Work request »
For each entry below, write an exact copy and leave out the images.

++++++++

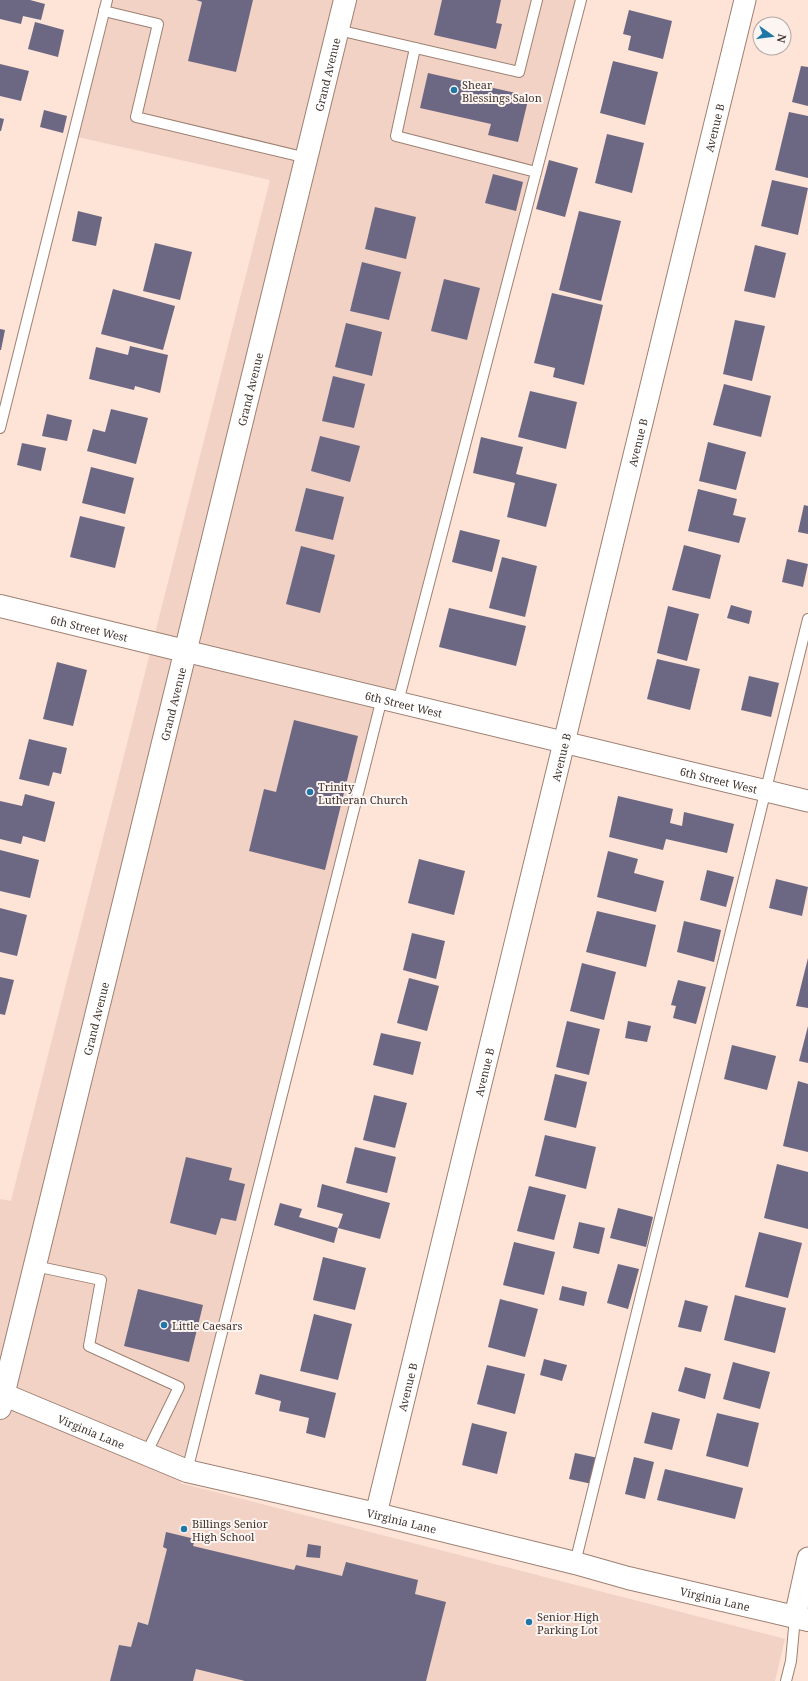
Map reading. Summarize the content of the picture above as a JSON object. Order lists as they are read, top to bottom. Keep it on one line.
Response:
{"streets":{"main road":["Grand Avenue","6th Street West","Virginia Lane"],"street":["Avenue B"]},"crossings":[["Grand Avenue","6th Street West"],["Grand Avenue","Virginia Lane"],["Avenue B","6th Street West"],["Avenue B","Virginia Lane"]],"places":["Shear Blessings Salon","Trinity Lutheran Church","Little Caesars","Billings Senior High School","Senior High Parking Lot"],"north":"right"}
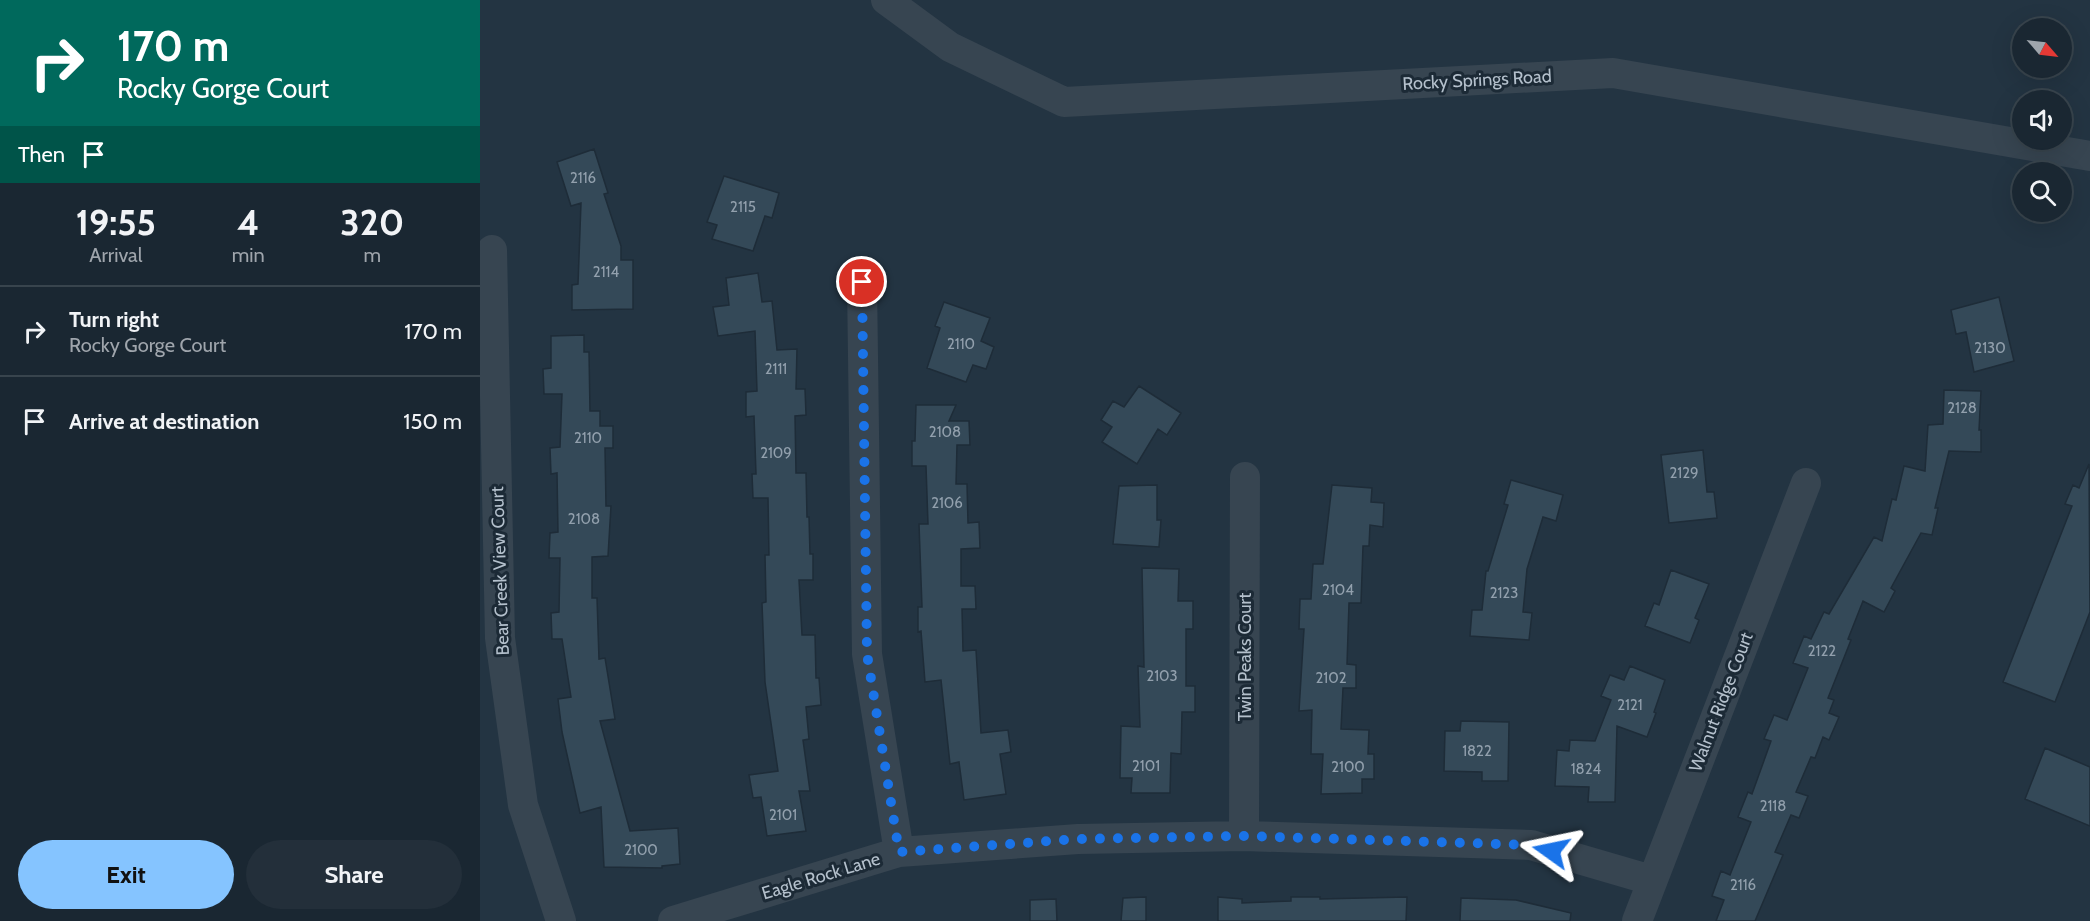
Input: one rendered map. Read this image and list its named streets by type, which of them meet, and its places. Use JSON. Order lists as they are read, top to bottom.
{
  "streets": {
    "street": [
      "Rocky Springs Road",
      "Bear Creek View Court",
      "Twin Peaks Court",
      "Walnut Ridge Court",
      "Eagle Rock Lane"
    ]
  },
  "crossings": [
    ["Twin Peaks Court", "Eagle Rock Lane"],
    ["Walnut Ridge Court", "Eagle Rock Lane"]
  ],
  "house_numbers": [
    "2116",
    "2115",
    "2114",
    "2110",
    "2130",
    "2111",
    "2128",
    "2108",
    "2110",
    "2109",
    "2129",
    "2106",
    "2108",
    "2104",
    "2123",
    "2122",
    "2103",
    "2102",
    "2121",
    "1822",
    "2101",
    "2100",
    "1824",
    "2118",
    "2101",
    "2100",
    "2116"
  ],
  "north": "bottom right",
  "page": {
    "turn": ["170 m", "Rocky Gorge Court"],
    "then": "Then",
    "eta": [
      "19:55",
      "Arrival",
      "4",
      "min",
      "320",
      "m"
    ],
    "list": [
      {
        "name": "Turn right",
        "note": "Rocky Gorge Court",
        "value": "170 m"
      },
      {
        "name": "Arrive at destination",
        "value": "150 m"
      }
    ],
    "buttons": ["Exit", "Share"]
  }
}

++++++++

Problem solution »
Map reading. Summarize the content of the picture above as a JSON object. Order lists as they are read, top to bottom. Keep it on one line.
Response:
{"streets":{"main road":["Grand Avenue","6th Street West","Virginia Lane"],"street":["Avenue B"]},"crossings":[["Grand Avenue","6th Street West"],["Grand Avenue","Virginia Lane"],["Avenue B","6th Street West"],["Avenue B","Virginia Lane"]],"places":["Shear Blessings Salon","Trinity Lutheran Church","Little Caesars","Billings Senior High School","Senior High Parking Lot"],"north":"right"}
Input: one rendered map. Read this image and list its named streets by type, which of them meet, and its places. Use JSON. Order lists as they are read, top to bottom.
{
  "streets": {
    "street": [
      "Rocky Springs Road",
      "Bear Creek View Court",
      "Twin Peaks Court",
      "Walnut Ridge Court",
      "Eagle Rock Lane"
    ]
  },
  "crossings": [
    ["Twin Peaks Court", "Eagle Rock Lane"],
    ["Walnut Ridge Court", "Eagle Rock Lane"]
  ],
  "house_numbers": [
    "2116",
    "2115",
    "2114",
    "2110",
    "2130",
    "2111",
    "2128",
    "2108",
    "2110",
    "2109",
    "2129",
    "2106",
    "2108",
    "2104",
    "2123",
    "2122",
    "2103",
    "2102",
    "2121",
    "1822",
    "2101",
    "2100",
    "1824",
    "2118",
    "2101",
    "2100",
    "2116"
  ],
  "north": "bottom right",
  "page": {
    "turn": ["170 m", "Rocky Gorge Court"],
    "then": "Then",
    "eta": [
      "19:55",
      "Arrival",
      "4",
      "min",
      "320",
      "m"
    ],
    "list": [
      {
        "name": "Turn right",
        "note": "Rocky Gorge Court",
        "value": "170 m"
      },
      {
        "name": "Arrive at destination",
        "value": "150 m"
      }
    ],
    "buttons": ["Exit", "Share"]
  }
}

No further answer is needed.